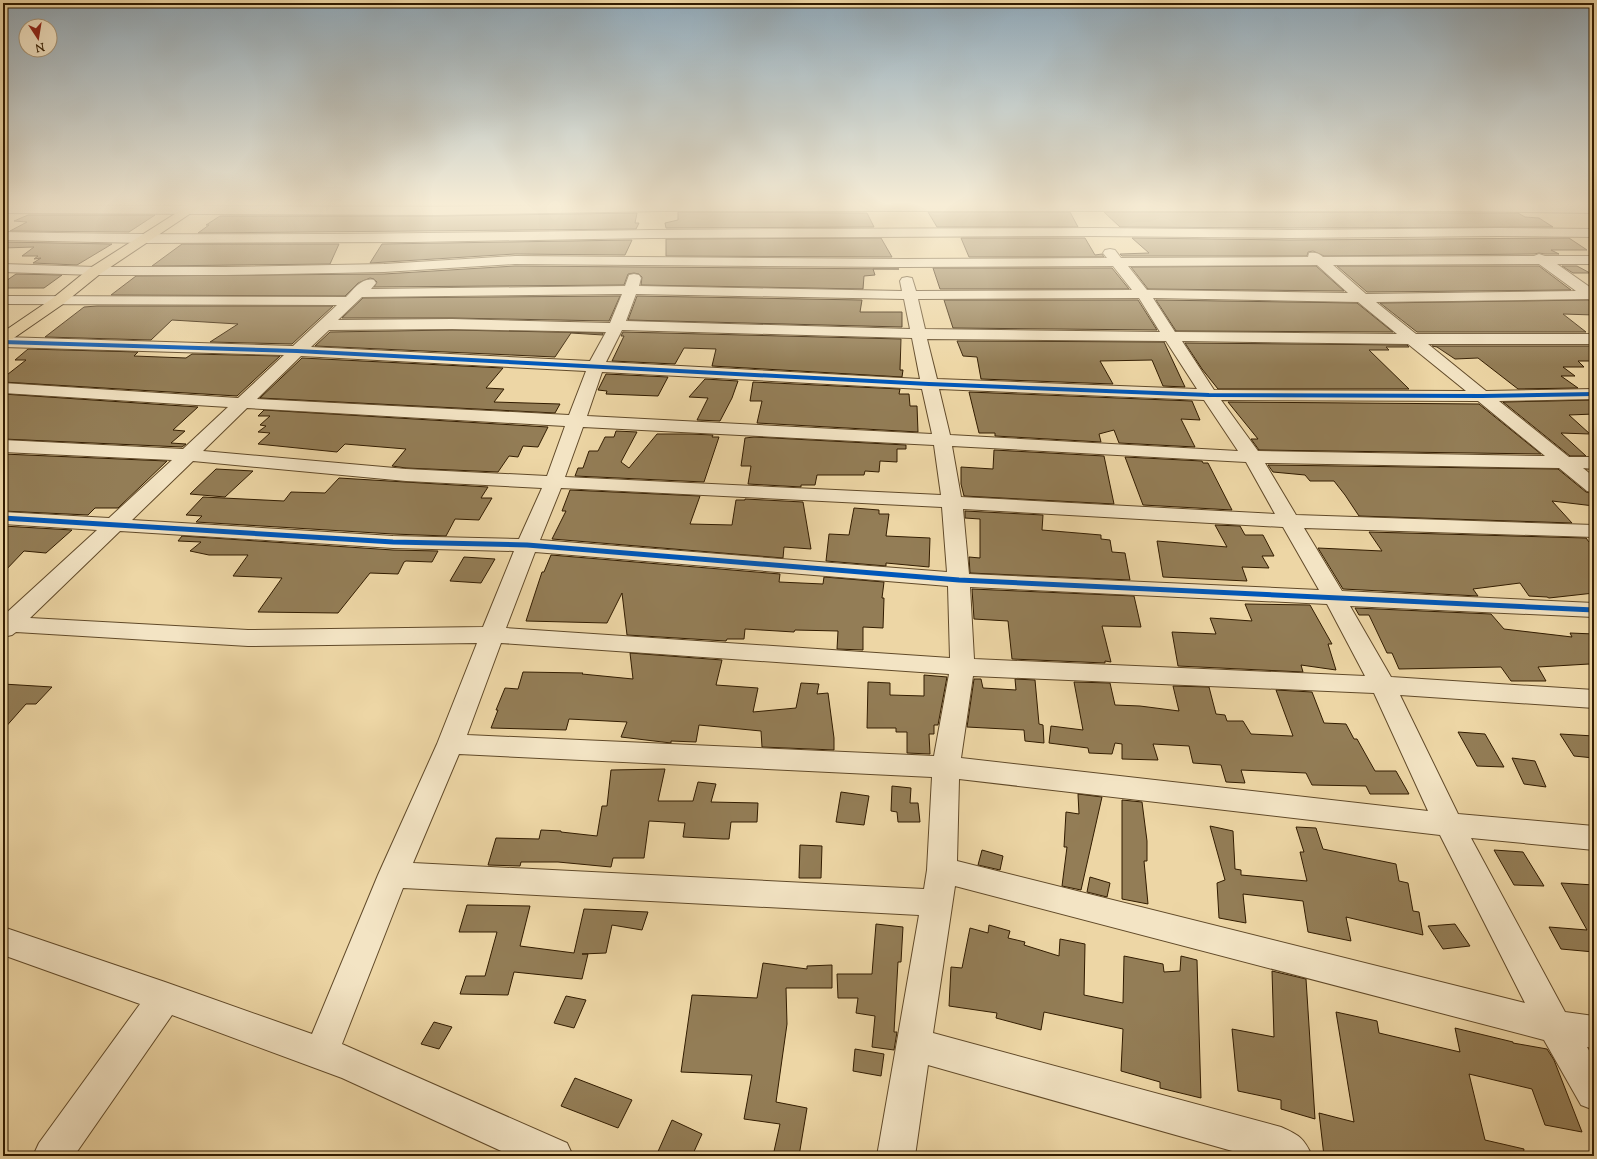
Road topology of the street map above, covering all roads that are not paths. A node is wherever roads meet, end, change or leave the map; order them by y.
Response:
1 (116, 257) edge
2 (394, 257) edge
3 (639, 257) edge
4 (901, 257) edge
5 (1112, 257) edge
6 (1315, 257) edge
7 (1537, 257) edge
8 (638, 260) junction
9 (1542, 260) junction
10 (1594, 260) edge
11 (1319, 261) junction
12 (1116, 262) junction
13 (903, 263) junction
14 (3, 268) edge
15 (384, 268) junction
16 (95, 271) junction
17 (631, 290) junction
18 (1143, 294) junction
19 (910, 295) junction
20 (1593, 296) edge
21 (354, 297) junction
22 (1362, 298) junction
23 (3, 300) edge
24 (58, 301) junction
25 (325, 325) junction
26 (616, 327) junction
27 (918, 334) junction
28 (1171, 336) junction
29 (1413, 339) junction
30 (1594, 339) edge
31 (3, 341) edge
32 (297, 351) junction
33 (596, 366) junction
34 (929, 384) junction
35 (3, 388) edge
36 (1594, 394) edge
37 (1209, 395) junction
38 (1482, 396) junction
39 (242, 403) junction
40 (575, 421) junction
41 (942, 440) junction
42 (3, 446) edge
43 (187, 455) junction
44 (1252, 457) junction
45 (1563, 462) junction
46 (1594, 463) edge
47 (554, 482) junction
48 (1594, 487) edge
49 (952, 502) junction
50 (3, 518) edge
51 (1288, 521) junction
52 (113, 526) junction
53 (1594, 531) edge
54 (527, 545) junction
55 (959, 580) junction
56 (1334, 597) junction
57 (1594, 610) edge
58 (5, 626) edge
59 (494, 635) junction
60 (962, 667) junction
61 (1383, 685) junction
62 (1594, 699) edge
63 (450, 744) junction
64 (946, 767) junction
65 (1449, 825) junction
66 (1594, 838) edge
67 (942, 870) junction
68 (392, 875) junction
69 (936, 903) junction
70 (3, 941) edge
71 (165, 997) junction
72 (1555, 1027) junction
73 (1594, 1032) edge
74 (913, 1044) junction
75 (321, 1054) junction
76 (1594, 1092) edge
77 (52, 1156) edge
78 (554, 1156) edge
79 (896, 1156) edge
80 (1293, 1156) edge

1 - 16 main road
2 - 15 street
3 - 8 street
4 - 13 street
5 - 12 street
6 - 11 street
7 - 9 street
8 - 13 street
8 - 15 street
8 - 17 street
9 - 10 street
9 - 11 street
9 - 20 street
11 - 12 street
11 - 22 street
12 - 13 street
12 - 18 street
13 - 19 street
14 - 16 street
15 - 16 street
15 - 21 street
16 - 24 main road
17 - 19 street
17 - 21 street
17 - 26 street
18 - 19 street
18 - 22 street
18 - 28 street
19 - 27 street
20 - 22 street
21 - 24 street
21 - 25 street
22 - 29 street
23 - 24 street
24 - 31 main road
25 - 26 street
25 - 32 street
26 - 27 street
26 - 33 street
27 - 28 street
27 - 34 street
28 - 29 street
28 - 37 street
29 - 30 street
29 - 38 street
31 - 32 street
32 - 33 street
32 - 39 street
33 - 34 street
33 - 40 street
34 - 37 street
34 - 41 street
35 - 39 street
36 - 38 street
37 - 38 street
37 - 44 street
38 - 45 street
39 - 40 street
39 - 43 street
40 - 41 street
40 - 47 street
41 - 44 street
41 - 49 street
42 - 43 street
43 - 47 street
43 - 52 street
44 - 45 street
44 - 51 street
45 - 46 street
45 - 48 street
47 - 49 street
47 - 54 street
49 - 51 street
49 - 55 street
50 - 52 street
51 - 53 street
51 - 56 street
52 - 54 street
52 - 58 street
54 - 55 street
54 - 59 street
55 - 56 street
55 - 60 street
56 - 57 street
56 - 61 street
58 - 59 street
59 - 60 street
59 - 63 street
60 - 61 street
60 - 64 street
61 - 62 street
61 - 65 street
63 - 64 street
63 - 68 street
64 - 65 street
64 - 67 street
65 - 66 street
65 - 72 street
67 - 69 street
67 - 72 street
68 - 69 street
68 - 75 street
69 - 74 street
70 - 71 street
71 - 75 street
71 - 77 street
72 - 73 street
72 - 76 street
74 - 79 street
74 - 80 street
75 - 78 street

::::

— The task —
Each line of the entries above that contains "main" must be copied into the answer.

— Answer section —
1 - 16 main road
16 - 24 main road
24 - 31 main road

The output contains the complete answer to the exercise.